12 of 15 people found the following review helpful:
4.0 out of 5 stars
Later but not necessarily better,
This review is from: The Eye of The Sibyl and Other Classic Stories (The Collected Short Stories of Philip K. Dick, Vol. 5) (Paperback)
In this final volume of the Collected Stories of Philip K. Dick, we get a chance to read the short stories he wrote from the late 1960s to his death. For those who were accustomed to the imaginative and off-beat work of the first four volumes, this last book may be a bit jarring: as Dick's life got stranger, so did his stories. Even in the genre of the strange that is science fiction, stranger is not automatically better.Some of the stories in this collection are every bit as good as the ones in the other books. Tales such as "The Pre-Persons," "Your Appointment Will Be Yesterday" and "The Electric Ant" are among his better stories. There are also stories that would eventually become novels like Counter-Clock World, Dr. Bloodmoney and The Divine Invasion. Then there are the previously unpublished works...which are strictly for PKD completists; there is good reason these were not published. His later short stories, like his later novels (Valis, The Transmigration of Timothy Archer) are often permeated with the theological and hallucinogenic qualities that also dominated Dick's life. These later stories are dominated more by ideas than by good writing; compare the title story to the similarly themed Waterspider in Volume 4 and you'll see the earlier story is far better. Overall this book rates a weak four stars, although the whole set rates a full five stars. Even if a bit disappointing compared with the previous books, this still has enough quality to be well worth reading.

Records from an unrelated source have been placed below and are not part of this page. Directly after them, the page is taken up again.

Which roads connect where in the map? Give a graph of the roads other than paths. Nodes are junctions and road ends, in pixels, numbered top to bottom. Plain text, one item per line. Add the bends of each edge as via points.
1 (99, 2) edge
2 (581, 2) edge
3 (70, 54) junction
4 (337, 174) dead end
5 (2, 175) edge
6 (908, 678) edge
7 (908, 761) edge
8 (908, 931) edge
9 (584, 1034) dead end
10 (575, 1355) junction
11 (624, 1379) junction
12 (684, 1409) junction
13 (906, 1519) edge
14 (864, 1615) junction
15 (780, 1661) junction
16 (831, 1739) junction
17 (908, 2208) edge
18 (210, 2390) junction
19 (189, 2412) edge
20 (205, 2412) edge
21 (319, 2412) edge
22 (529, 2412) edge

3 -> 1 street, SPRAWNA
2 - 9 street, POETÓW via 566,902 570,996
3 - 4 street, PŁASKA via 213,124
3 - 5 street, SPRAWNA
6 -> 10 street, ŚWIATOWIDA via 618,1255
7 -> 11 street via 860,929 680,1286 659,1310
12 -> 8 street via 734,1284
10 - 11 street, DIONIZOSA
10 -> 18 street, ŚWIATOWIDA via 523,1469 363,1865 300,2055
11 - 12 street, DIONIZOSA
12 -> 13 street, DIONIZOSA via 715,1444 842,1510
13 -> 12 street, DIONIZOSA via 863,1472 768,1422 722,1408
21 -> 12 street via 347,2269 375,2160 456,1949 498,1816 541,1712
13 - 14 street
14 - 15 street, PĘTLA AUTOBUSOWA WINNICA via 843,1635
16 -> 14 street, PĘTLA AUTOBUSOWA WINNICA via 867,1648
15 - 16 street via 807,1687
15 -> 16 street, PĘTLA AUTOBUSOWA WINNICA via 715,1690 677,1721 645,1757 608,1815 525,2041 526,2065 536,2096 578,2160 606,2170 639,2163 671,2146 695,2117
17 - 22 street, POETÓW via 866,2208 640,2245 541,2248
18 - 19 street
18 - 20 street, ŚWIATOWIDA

4 of 4 people found the following review helpful:
2.0 out of 5 stars
Not PKD at his best,
By A Customer
This review is from: The Eye of The Sibyl and Other Classic Stories (The Collected Short Stories of Philip K. Dick, Vol. 5) (Paperback)
I concur with the review already posted. This is not Dick's best work. Having read the collected works out of order, I was shocked to go from #1 to #5 and see the difference. #1 blinded me with it's brilliance, #5 stunned me with it's contrived, inane stores. There is a reason many of them had remained unpublished.As a hard core fan, I am glad I read this volume, and enjoyed a few stories, such as "The Little Black Box", "Precious Artifact" and "The Alien Mind".